The most damning evidence of this, which elevates the Dunlap case far beyond a squabble over one provision of the criminal justice system, is the fact that earlier in his term the governor stopped his own party members in the legislative branch from sending him a bill to repeal the death penalty. The Democratic Party, holding majorities in both houses, was able, willing, and anxious to pass just such a bill. The governor, having recently won an election in which he publically and forcefully declared his support for the death penalty, had neither the political capital nor the courage to sign such a bill (or worse to be forced to veto such a measure.)
In his first term the governor has assumed the people of Colorado would reject any effort to repeal the death penalty, but having great personal reservations about it, he has effectively repealed the death penalty on his own accord. He found that his powers are great enough that he doesn't need the consent of the governed in cases where gaining that approval would be politically costly. He can simply change the laws to reflect what he hopes the will of the people will become, allowing time to evolve political conditions in such a way that the will of the people will eventually mirror his -- providing eventual democratic legitimacy to his present actions.
This is turning on its head the democratic process. This is enacting bold changes now and later allowing the people to rubber stamp these actions. More seriously this is putting into jeopardy the political peace which our democracy has purchased and preserved in Colorado. The law that he is refusing to execute is at present the declared will of the people. It is the result of a democratic process in which the people of the state declared capital punishment not to be in violation of our state or federal constitutions under which we organize our lives. It was under this declared will of the people that the prosecutors presented the peoples' case against Nathan Dunlap, and a jury of his peers found him guilty, and a judge sentenced him to death. It is in violation of the established will of the people the governor refuses to carry out the duties of his office. His reprieve is an exploitation of Nathan Dunlap -- and a threat to the liberty of all Coloradans.

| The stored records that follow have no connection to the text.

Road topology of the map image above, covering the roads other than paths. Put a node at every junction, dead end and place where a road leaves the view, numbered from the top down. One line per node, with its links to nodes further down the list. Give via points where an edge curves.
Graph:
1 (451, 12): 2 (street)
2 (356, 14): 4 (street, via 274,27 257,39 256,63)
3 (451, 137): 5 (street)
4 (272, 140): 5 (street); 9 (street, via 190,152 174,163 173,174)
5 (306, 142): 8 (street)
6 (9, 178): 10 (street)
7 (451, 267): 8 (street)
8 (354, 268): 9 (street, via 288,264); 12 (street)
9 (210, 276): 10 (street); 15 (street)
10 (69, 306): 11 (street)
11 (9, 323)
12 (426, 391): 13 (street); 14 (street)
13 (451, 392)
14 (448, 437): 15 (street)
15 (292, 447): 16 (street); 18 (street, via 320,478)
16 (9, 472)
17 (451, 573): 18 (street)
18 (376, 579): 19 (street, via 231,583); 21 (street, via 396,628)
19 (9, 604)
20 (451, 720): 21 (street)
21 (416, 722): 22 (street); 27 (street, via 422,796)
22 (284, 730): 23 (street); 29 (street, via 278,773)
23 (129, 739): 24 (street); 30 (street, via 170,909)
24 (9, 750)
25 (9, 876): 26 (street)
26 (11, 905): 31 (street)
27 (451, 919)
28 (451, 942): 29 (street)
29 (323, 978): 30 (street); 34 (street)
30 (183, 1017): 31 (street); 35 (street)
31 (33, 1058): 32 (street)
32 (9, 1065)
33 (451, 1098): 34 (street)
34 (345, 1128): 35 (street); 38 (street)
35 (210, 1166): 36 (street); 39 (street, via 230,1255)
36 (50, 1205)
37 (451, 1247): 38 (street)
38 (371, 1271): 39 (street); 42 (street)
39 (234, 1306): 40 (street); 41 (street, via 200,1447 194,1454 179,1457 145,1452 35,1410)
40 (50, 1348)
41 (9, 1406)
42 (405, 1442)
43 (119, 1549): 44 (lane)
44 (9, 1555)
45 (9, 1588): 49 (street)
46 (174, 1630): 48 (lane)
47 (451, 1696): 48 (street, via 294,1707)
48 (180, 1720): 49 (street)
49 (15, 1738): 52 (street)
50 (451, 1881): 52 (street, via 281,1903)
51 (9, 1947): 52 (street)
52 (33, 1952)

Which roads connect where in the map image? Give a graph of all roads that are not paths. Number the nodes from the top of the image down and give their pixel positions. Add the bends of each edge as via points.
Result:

Colorado is in a well-documented period of transition, from a red to a purple state -- quite possibly into a solidly blue state in the near future. That transition can be peaceful if it is one which respects our laws and democratic traditions. In the case of the death penalty; if the will of the people was expressed through channels of amending our constitution to repeal the death penalty, those supportive of the death penalty could continue to make the virtuous arguments in defense of capital punishment in an attempt to swing public opinion back in their favor. Under these conditions those who abolished capital punishment in Colorado would have a victory in harmony with our democratic traditions, thusly securing the full measure of established law in support of their position. By abolishing the death penalty on his own accord, the governor has robbed his side of the democratic legitimacy it deserves, making it instead reliant on power and control.

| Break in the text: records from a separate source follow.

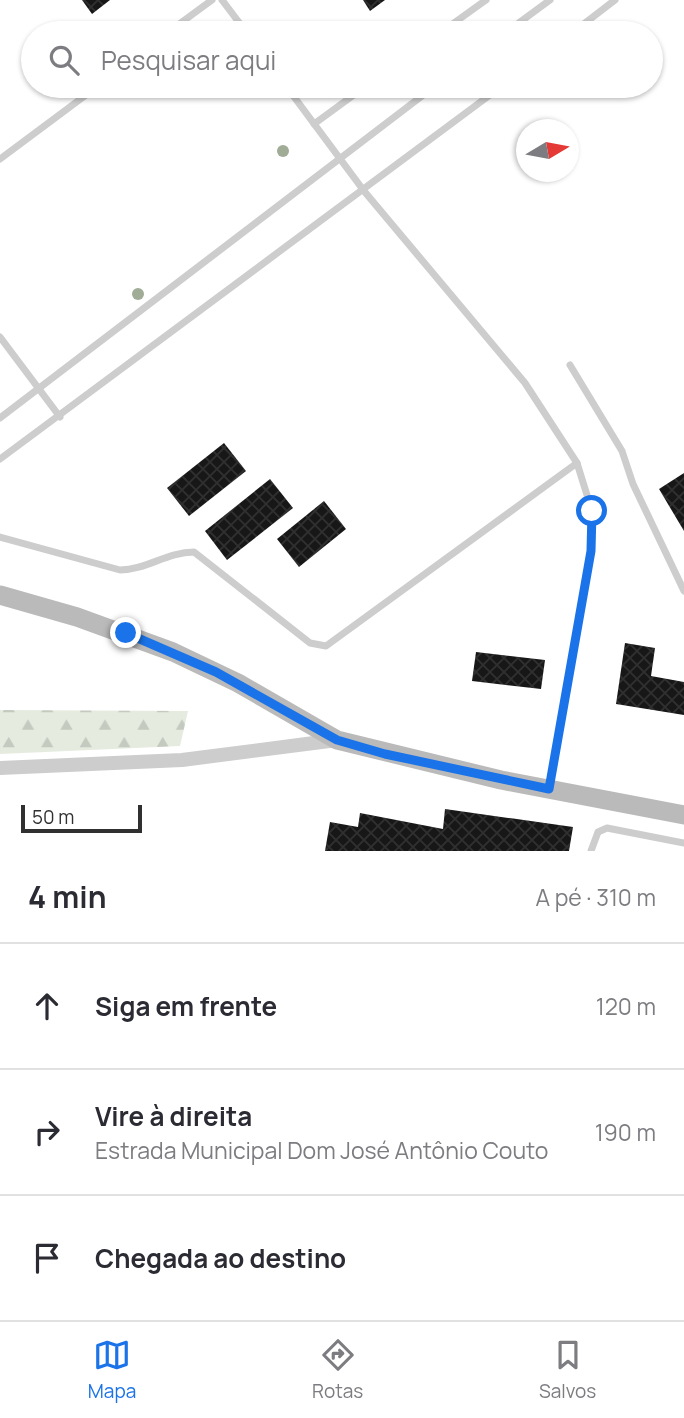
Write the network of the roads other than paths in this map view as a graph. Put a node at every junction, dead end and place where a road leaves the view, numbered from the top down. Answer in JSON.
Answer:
{"nodes":[{"id":1,"x":212,"y":0,"type":"edge"},
{"id":2,"x":222,"y":0,"type":"edge"},
{"id":3,"x":486,"y":0,"type":"edge"},
{"id":4,"x":550,"y":0,"type":"edge"},
{"id":5,"x":615,"y":0,"type":"edge"},
{"id":6,"x":183,"y":21,"type":"edge"},
{"id":7,"x":238,"y":21,"type":"edge"},
{"id":8,"x":457,"y":21,"type":"edge"},
{"id":9,"x":521,"y":21,"type":"edge"},
{"id":10,"x":588,"y":21,"type":"edge"},
{"id":11,"x":81,"y":98,"type":"edge"},
{"id":12,"x":295,"y":98,"type":"edge"},
{"id":13,"x":350,"y":98,"type":"edge"},
{"id":14,"x":419,"y":98,"type":"edge"},
{"id":15,"x":486,"y":98,"type":"edge"},
{"id":16,"x":314,"y":124,"type":"junction"},
{"id":17,"x":339,"y":157,"type":"junction"},
{"id":18,"x":0,"y":159,"type":"edge"},
{"id":19,"x":364,"y":191,"type":"junction"},
{"id":20,"x":0,"y":337,"type":"edge"},
{"id":21,"x":570,"y":365,"type":"dead end"},
{"id":22,"x":39,"y":389,"type":"junction"},
{"id":23,"x":60,"y":417,"type":"junction"},
{"id":24,"x":0,"y":418,"type":"edge"},
{"id":25,"x":0,"y":459,"type":"edge"},
{"id":26,"x":577,"y":463,"type":"junction"},
{"id":27,"x":0,"y":537,"type":"edge"},
{"id":28,"x":684,"y":591,"type":"edge"},
{"id":29,"x":0,"y":595,"type":"edge"},
{"id":30,"x":337,"y":740,"type":"junction"},
{"id":31,"x":0,"y":768,"type":"edge"},
{"id":32,"x":549,"y":789,"type":"junction"},
{"id":33,"x":684,"y":815,"type":"edge"},
{"id":34,"x":684,"y":843,"type":"edge"},
{"id":35,"x":591,"y":851,"type":"edge"}],
"edges":[{"from":1,"to":6,"type":"lane"},
{"from":2,"to":7,"type":"lane"},
{"from":3,"to":8,"type":"lane"},
{"from":4,"to":9,"type":"lane"},
{"from":5,"to":10,"type":"lane"},
{"from":11,"to":18,"type":"lane"},
{"from":12,"to":16,"type":"lane"},
{"from":13,"to":16,"type":"lane"},
{"from":14,"to":17,"type":"lane"},
{"from":15,"to":19,"type":"lane"},
{"from":16,"to":17,"type":"lane"},
{"from":17,"to":19,"type":"lane"},
{"from":17,"to":22,"type":"lane"},
{"from":19,"to":23,"type":"lane"},
{"from":19,"to":26,"type":"lane"},
{"from":20,"to":22,"type":"lane"},
{"from":21,"to":28,"type":"lane"},
{"from":22,"to":23,"type":"lane"},
{"from":22,"to":24,"type":"lane"},
{"from":23,"to":25,"type":"lane"},
{"from":26,"to":27,"type":"lane"},
{"from":26,"to":32,"type":"lane"},
{"from":29,"to":30,"type":"main road"},
{"from":30,"to":31,"type":"street"},
{"from":30,"to":32,"type":"main road"},
{"from":32,"to":33,"type":"main road"},
{"from":34,"to":35,"type":"lane"}]}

By removing democratic legitimacy from one side, and the democratic means by which to redress grievances from the other, the governor is risking the tribalization the people of Colorado. Ours has always been a state where the people of Boulder County can have vast differences from the people of Arapahoe County and still peaceably coexist. In this brave new world the governor is establishing, the will of the people of Boulder does not legitimately establish laws over the dissent of those living in Colorado Springs -- laws reflecting those opinions are manufactured administratively. Governor Hickenlooper is doing as much of a disservice to the people anxious to repeal the death penalty as he is to those supportive of it.

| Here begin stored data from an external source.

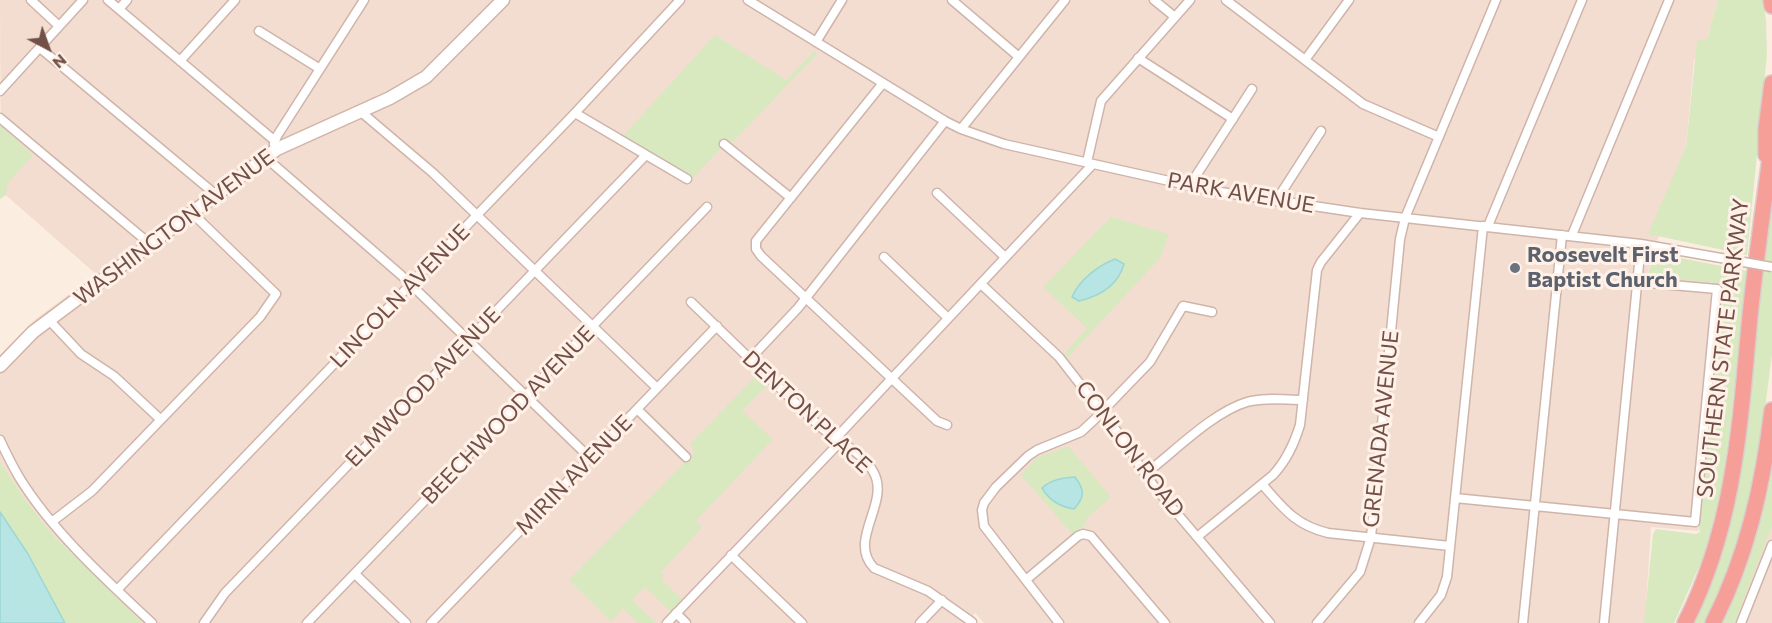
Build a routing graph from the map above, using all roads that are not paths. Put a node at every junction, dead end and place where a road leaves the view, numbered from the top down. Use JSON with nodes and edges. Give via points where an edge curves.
{"nodes":[{"id":1,"x":31,"y":0,"type":"edge"},
{"id":2,"x":83,"y":0,"type":"edge"},
{"id":3,"x":108,"y":0,"type":"edge"},
{"id":4,"x":127,"y":0,"type":"edge"},
{"id":5,"x":235,"y":0,"type":"edge"},
{"id":6,"x":503,"y":0,"type":"edge"},
{"id":7,"x":680,"y":0,"type":"edge"},
{"id":8,"x":748,"y":0,"type":"edge"},
{"id":9,"x":842,"y":0,"type":"edge"},
{"id":10,"x":954,"y":0,"type":"edge"},
{"id":11,"x":1065,"y":0,"type":"edge"},
{"id":12,"x":1154,"y":0,"type":"edge"},
{"id":13,"x":1190,"y":0,"type":"edge"},
{"id":14,"x":1226,"y":0,"type":"edge"},
{"id":15,"x":1349,"y":0,"type":"edge"},
{"id":16,"x":1496,"y":0,"type":"edge"},
{"id":17,"x":1582,"y":0,"type":"edge"},
{"id":18,"x":1669,"y":0,"type":"edge"},
{"id":19,"x":1771,"y":0,"type":"edge"},
{"id":20,"x":362,"y":1,"type":"edge"},
{"id":21,"x":1772,"y":6,"type":"edge"},
{"id":22,"x":119,"y":9,"type":"junction"},
{"id":23,"x":1175,"y":17,"type":"junction"},
{"id":24,"x":59,"y":26,"type":"junction"},
{"id":25,"x":259,"y":30,"type":"dead end"},
{"id":26,"x":816,"y":42,"type":"junction"},
{"id":27,"x":40,"y":48,"type":"junction"},
{"id":28,"x":1019,"y":57,"type":"junction"},
{"id":29,"x":1138,"y":58,"type":"junction"},
{"id":30,"x":1305,"y":60,"type":"junction"},
{"id":31,"x":180,"y":61,"type":"junction"},
{"id":32,"x":320,"y":69,"type":"junction"},
{"id":33,"x":883,"y":83,"type":"junction"},
{"id":34,"x":1772,"y":83,"type":"edge"},
{"id":35,"x":2,"y":86,"type":"edge"},
{"id":36,"x":1252,"y":89,"type":"dead end"},
{"id":37,"x":360,"y":111,"type":"junction"},
{"id":38,"x":575,"y":113,"type":"junction"},
{"id":39,"x":0,"y":118,"type":"edge"},
{"id":40,"x":1233,"y":119,"type":"junction"},
{"id":41,"x":945,"y":121,"type":"junction"},
{"id":42,"x":961,"y":129,"type":"junction"},
{"id":43,"x":1321,"y":131,"type":"dead end"},
{"id":44,"x":1439,"y":136,"type":"junction"},
{"id":45,"x":275,"y":141,"type":"junction"},
{"id":46,"x":724,"y":144,"type":"dead end"},
{"id":47,"x":1772,"y":144,"type":"edge"},
{"id":48,"x":267,"y":155,"type":"junction"},
{"id":49,"x":646,"y":155,"type":"junction"},
{"id":50,"x":1090,"y":163,"type":"junction"},
{"id":51,"x":687,"y":179,"type":"dead end"},
{"id":52,"x":1767,"y":179,"type":"junction"},
{"id":53,"x":1190,"y":185,"type":"junction"},
{"id":54,"x":937,"y":193,"type":"dead end"},
{"id":55,"x":215,"y":194,"type":"junction"},
{"id":56,"x":791,"y":198,"type":"junction"},
{"id":57,"x":1276,"y":201,"type":"junction"},
{"id":58,"x":707,"y":207,"type":"dead end"},
{"id":59,"x":192,"y":213,"type":"junction"},
{"id":60,"x":1360,"y":213,"type":"junction"},
{"id":61,"x":477,"y":215,"type":"junction"},
{"id":62,"x":1405,"y":218,"type":"junction"},
{"id":63,"x":1485,"y":226,"type":"junction"},
{"id":64,"x":1562,"y":235,"type":"junction"},
{"id":65,"x":1572,"y":235,"type":"junction"},
{"id":66,"x":150,"y":244,"type":"junction"},
{"id":67,"x":1641,"y":244,"type":"junction"},
{"id":68,"x":884,"y":257,"type":"dead end"},
{"id":69,"x":1005,"y":257,"type":"junction"},
{"id":70,"x":1772,"y":267,"type":"edge"},
{"id":71,"x":535,"y":271,"type":"junction"},
{"id":72,"x":1638,"y":282,"type":"junction"},
{"id":73,"x":981,"y":284,"type":"junction"},
{"id":74,"x":410,"y":285,"type":"junction"},
{"id":75,"x":805,"y":298,"type":"junction"},
{"id":76,"x":691,"y":302,"type":"dead end"},
{"id":77,"x":1212,"y":312,"type":"dead end"},
{"id":78,"x":948,"y":318,"type":"junction"},
{"id":79,"x":49,"y":320,"type":"junction"},
{"id":80,"x":593,"y":326,"type":"junction"},
{"id":81,"x":717,"y":326,"type":"junction"},
{"id":82,"x":468,"y":340,"type":"junction"},
{"id":83,"x":750,"y":359,"type":"junction"},
{"id":84,"x":0,"y":366,"type":"edge"},
{"id":85,"x":891,"y":379,"type":"junction"},
{"id":86,"x":657,"y":388,"type":"junction"},
{"id":87,"x":526,"y":396,"type":"junction"},
{"id":88,"x":1303,"y":400,"type":"junction"},
{"id":89,"x":637,"y":409,"type":"junction"},
{"id":90,"x":1772,"y":410,"type":"edge"},
{"id":91,"x":1102,"y":412,"type":"junction"},
{"id":92,"x":160,"y":419,"type":"junction"},
{"id":93,"x":947,"y":425,"type":"dead end"},
{"id":94,"x":838,"y":439,"type":"junction"},
{"id":95,"x":0,"y":441,"type":"edge"},
{"id":96,"x":686,"y":457,"type":"dead end"},
{"id":97,"x":590,"y":458,"type":"junction"},
{"id":98,"x":1145,"y":474,"type":"junction"},
{"id":99,"x":1262,"y":484,"type":"junction"},
{"id":100,"x":1455,"y":498,"type":"junction"},
{"id":101,"x":1535,"y":507,"type":"junction"},
{"id":102,"x":1615,"y":515,"type":"junction"},
{"id":103,"x":53,"y":521,"type":"junction"},
{"id":104,"x":1197,"y":537,"type":"junction"},
{"id":105,"x":1371,"y":537,"type":"junction"},
{"id":106,"x":1772,"y":545,"type":"edge"},
{"id":107,"x":1450,"y":546,"type":"junction"},
{"id":108,"x":731,"y":555,"type":"junction"},
{"id":109,"x":355,"y":574,"type":"junction"},
{"id":110,"x":1027,"y":579,"type":"junction"},
{"id":111,"x":117,"y":590,"type":"junction"},
{"id":112,"x":942,"y":600,"type":"junction"},
{"id":113,"x":676,"y":613,"type":"junction"},
{"id":114,"x":972,"y":622,"type":"edge"},
{"id":115,"x":152,"y":623,"type":"edge"},
{"id":116,"x":204,"y":623,"type":"edge"},
{"id":117,"x":308,"y":623,"type":"edge"},
{"id":118,"x":406,"y":623,"type":"edge"},
{"id":119,"x":431,"y":623,"type":"edge"},
{"id":120,"x":667,"y":623,"type":"edge"},
{"id":121,"x":686,"y":623,"type":"edge"},
{"id":122,"x":802,"y":623,"type":"edge"},
{"id":123,"x":920,"y":623,"type":"edge"},
{"id":124,"x":1059,"y":623,"type":"edge"},
{"id":125,"x":1165,"y":623,"type":"edge"},
{"id":126,"x":1270,"y":623,"type":"edge"},
{"id":127,"x":1317,"y":623,"type":"edge"},
{"id":128,"x":1419,"y":623,"type":"edge"},
{"id":129,"x":1523,"y":623,"type":"edge"},
{"id":130,"x":1604,"y":623,"type":"edge"},
{"id":131,"x":1685,"y":623,"type":"edge"},
{"id":132,"x":1713,"y":623,"type":"edge"},
{"id":133,"x":1741,"y":623,"type":"edge"}],
"edges":[{"from":1,"to":24,"type":"street"},
{"from":2,"to":24,"type":"street"},
{"from":3,"to":22,"type":"street"},
{"from":4,"to":22,"type":"street"},
{"from":5,"to":31,"type":"street"},
{"from":6,"to":37,"type":"street","name":"WASHINGTON AVENUE","via":[[426,77]]},
{"from":7,"to":38,"type":"street","name":"LINCOLN AVENUE"},
{"from":8,"to":26,"type":"street","name":"PARK AVENUE"},
{"from":9,"to":26,"type":"street"},
{"from":10,"to":28,"type":"street"},
{"from":11,"to":28,"type":"street"},
{"from":12,"to":23,"type":"street"},
{"from":13,"to":23,"type":"street"},
{"from":14,"to":30,"type":"street"},
{"from":15,"to":30,"type":"street"},
{"from":16,"to":44,"type":"street","name":"GRENADA AVENUE"},
{"from":17,"to":63,"type":"street"},
{"from":18,"to":65,"type":"street"},
{"from":19,"to":21,"type":"highway"},
{"from":20,"to":32,"type":"street"},
{"from":22,"to":31,"type":"street"},
{"from":23,"to":29,"type":"street"},
{"from":24,"to":27,"type":"street"},
{"from":25,"to":32,"type":"street"},
{"from":26,"to":33,"type":"street","name":"PARK AVENUE"},
{"from":27,"to":35,"type":"street"},
{"from":27,"to":55,"type":"street"},
{"from":28,"to":42,"type":"street"},
{"from":29,"to":40,"type":"street"},
{"from":29,"to":50,"type":"street","via":[[1101,101]]},
{"from":30,"to":44,"type":"street","via":[[1363,104]]},
{"from":31,"to":45,"type":"street"},
{"from":32,"to":45,"type":"street"},
{"from":33,"to":41,"type":"street","name":"PARK AVENUE"},
{"from":33,"to":56,"type":"street"},
{"from":34,"to":52,"type":"highway","via":[[1766,129]]},
{"from":36,"to":40,"type":"street"},
{"from":37,"to":48,"type":"street","name":"WASHINGTON AVENUE"},
{"from":37,"to":61,"type":"street"},
{"from":38,"to":49,"type":"street"},
{"from":38,"to":61,"type":"street","name":"LINCOLN AVENUE"},
{"from":39,"to":66,"type":"street"},
{"from":40,"to":53,"type":"street"},
{"from":41,"to":42,"type":"street","name":"PARK AVENUE"},
{"from":41,"to":75,"type":"street"},
{"from":42,"to":50,"type":"street","name":"PARK AVENUE","via":[[1004,144]]},
{"from":43,"to":57,"type":"street"},
{"from":44,"to":62,"type":"street","name":"GRENADA AVENUE"},
{"from":45,"to":48,"type":"street"},
{"from":46,"to":56,"type":"street"},
{"from":47,"to":52,"type":"highway","name":"SOUTHERN STATE PARKWAY"},
{"from":48,"to":55,"type":"street","name":"WASHINGTON AVENUE"},
{"from":48,"to":74,"type":"street"},
{"from":49,"to":51,"type":"street"},
{"from":49,"to":71,"type":"street","name":"ELMWOOD AVENUE"},
{"from":50,"to":53,"type":"street","name":"PARK AVENUE"},
{"from":50,"to":69,"type":"street"},
{"from":52,"to":131,"type":"highway","name":"SOUTHERN STATE PARKWAY","via":[[1731,486],[1712,560]]},
{"from":53,"to":57,"type":"street","name":"PARK AVENUE"},
{"from":54,"to":69,"type":"street"},
{"from":55,"to":59,"type":"street","name":"WASHINGTON AVENUE"},
{"from":56,"to":75,"type":"street","via":[[756,242],[756,249]]},
{"from":57,"to":60,"type":"street","name":"PARK AVENUE"},
{"from":58,"to":80,"type":"street","name":"BEECHWOOD AVENUE"},
{"from":59,"to":66,"type":"street","name":"WASHINGTON AVENUE"},
{"from":59,"to":92,"type":"street","via":[[276,294],[260,317]]},
{"from":60,"to":62,"type":"street","name":"PARK AVENUE"},
{"from":60,"to":88,"type":"street","via":[[1317,270]]},
{"from":61,"to":71,"type":"street"},
{"from":61,"to":74,"type":"street","name":"LINCOLN AVENUE"},
{"from":62,"to":63,"type":"street","name":"PARK AVENUE"},
{"from":62,"to":105,"type":"street","name":"GRENADA AVENUE"},
{"from":63,"to":64,"type":"street","name":"PARK AVENUE"},
{"from":63,"to":100,"type":"street"},
{"from":64,"to":65,"type":"street","name":"PARK AVENUE"},
{"from":64,"to":101,"type":"street"},
{"from":65,"to":67,"type":"street","name":"PARK AVENUE"},
{"from":66,"to":79,"type":"street","name":"WASHINGTON AVENUE"},
{"from":67,"to":70,"type":"street","name":"PARK AVENUE","bridge":true},
{"from":67,"to":72,"type":"street"},
{"from":68,"to":78,"type":"street"},
{"from":69,"to":73,"type":"street"},
{"from":71,"to":80,"type":"street"},
{"from":71,"to":82,"type":"street","name":"ELMWOOD AVENUE"},
{"from":72,"to":102,"type":"street"},
{"from":72,"to":102,"type":"street","via":[[1717,289],[1695,522]]},
{"from":73,"to":78,"type":"street"},
{"from":73,"to":91,"type":"street","name":"CONLON ROAD","via":[[1059,357]]},
{"from":74,"to":82,"type":"street"},
{"from":74,"to":111,"type":"street","name":"LINCOLN AVENUE"},
{"from":75,"to":83,"type":"street"},
{"from":75,"to":85,"type":"street"},
{"from":76,"to":81,"type":"street","name":"DENTON PLACE"},
{"from":77,"to":91,"type":"street","via":[[1184,306],[1150,363]]},
{"from":78,"to":85,"type":"street"},
{"from":79,"to":84,"type":"street","name":"WASHINGTON AVENUE"},
{"from":79,"to":92,"type":"street","via":[[81,354],[114,376]]},
{"from":80,"to":86,"type":"street"},
{"from":80,"to":87,"type":"street","name":"BEECHWOOD AVENUE"},
{"from":81,"to":83,"type":"street","name":"DENTON PLACE"},
{"from":81,"to":86,"type":"street","name":"MIRIN AVENUE"},
{"from":82,"to":87,"type":"street"},
{"from":82,"to":116,"type":"street","name":"ELMWOOD AVENUE","via":[[225,593]]},
{"from":83,"to":94,"type":"street","name":"DENTON PLACE"},
{"from":85,"to":93,"type":"street","via":[[937,421]]},
{"from":85,"to":94,"type":"street"},
{"from":86,"to":89,"type":"street","name":"MIRIN AVENUE"},
{"from":87,"to":97,"type":"street"},
{"from":87,"to":109,"type":"street","name":"BEECHWOOD AVENUE"},
{"from":88,"to":98,"type":"street","via":[[1263,399],[1234,407]]},
{"from":88,"to":99,"type":"street","via":[[1294,444],[1282,465]]},
{"from":89,"to":96,"type":"street"},
{"from":89,"to":97,"type":"street","name":"MIRIN AVENUE"},
{"from":90,"to":132,"type":"highway","via":[[1756,509]]},
{"from":91,"to":98,"type":"street","name":"CONLON ROAD"},
{"from":91,"to":110,"type":"street","via":[[1081,432],[1028,456],[984,503],[984,526]]},
{"from":92,"to":103,"type":"street","via":[[92,490]]},
{"from":94,"to":108,"type":"street"},
{"from":94,"to":112,"type":"street","name":"DENTON PLACE","via":[[867,463],[878,482],[865,542],[868,561],[874,568]]},
{"from":95,"to":103,"type":"street","via":[[19,477]]},
{"from":97,"to":119,"type":"street","name":"MIRIN AVENUE"},
{"from":98,"to":104,"type":"street","name":"CONLON ROAD"},
{"from":99,"to":104,"type":"street"},
{"from":99,"to":105,"type":"street","via":[[1291,517],[1305,526],[1328,533]]},
{"from":100,"to":101,"type":"street"},
{"from":100,"to":107,"type":"street"},
{"from":101,"to":102,"type":"street"},
{"from":101,"to":129,"type":"street"},
{"from":102,"to":130,"type":"street"},
{"from":103,"to":111,"type":"street"},
{"from":104,"to":126,"type":"street","name":"CONLON ROAD"},
{"from":105,"to":107,"type":"street"},
{"from":105,"to":127,"type":"street","name":"GRENADA AVENUE","via":[[1360,572]]},
{"from":106,"to":133,"type":"street"},
{"from":107,"to":128,"type":"street","via":[[1441,595]]},
{"from":108,"to":113,"type":"street"},
{"from":108,"to":122,"type":"street"},
{"from":109,"to":117,"type":"street","name":"BEECHWOOD AVENUE"},
{"from":109,"to":118,"type":"street"},
{"from":110,"to":124,"type":"street"},
{"from":110,"to":125,"type":"street","via":[[1078,536],[1090,536]]},
{"from":111,"to":115,"type":"street"},
{"from":112,"to":114,"type":"street","name":"DENTON PLACE"},
{"from":112,"to":123,"type":"street"},
{"from":113,"to":120,"type":"street"},
{"from":113,"to":121,"type":"street"}]}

The death penalty is an example of a law which the changing political climate of the state probably requires that we soon revisit with the real possibility of repealing it. Whether the law stands or falls is not nearly as important as the process by which we have that debate. Opposing sides, both with logic and virtue supportive of their arguments, deserve and require public exchange and the confirmation of democratic legitimacy to whatever our capital punishment laws will be in the future. By his actions this week, the governor has changed both the relationship between his office and the people of Colorado, and has altered the conditions by which we coexist.
With these actions, Governor Hickenlooper joins a growing community of locally elected officials who are allowing national ambition to determine their local responsibilities. This growing convent of mayors, state legislators, and governors who take local issues and apply international laws and political ideology are part of a proud tradition of progressives who seek sweeping change not by altering public opinion, but by using administrative haggling under the general guise of "democracy." Effectively discrading the system of representation, these people are creating a system in which "we the people" are becoming subject to their whims and evolving ideas about serious issues such as the death penalty.
In this case, the condemned killer Nathan Dunlap is not receiving equal protection under the law as promised by virtue of his being an American. For now, he escapes justice, not for reasons of merit of virtue, but because his is a case useful for people seeking radical change in America. He is being exploited by those in power, and those celebrating this reprieve are doing so without any consideration of this basic fact. His life and liberty, which our government is specifically charged with protecting, are now in the hands of the whims and evolving sympathies of whoever happens to sit in the governors' office. He has no other protection from the State; he is no longer living as an American.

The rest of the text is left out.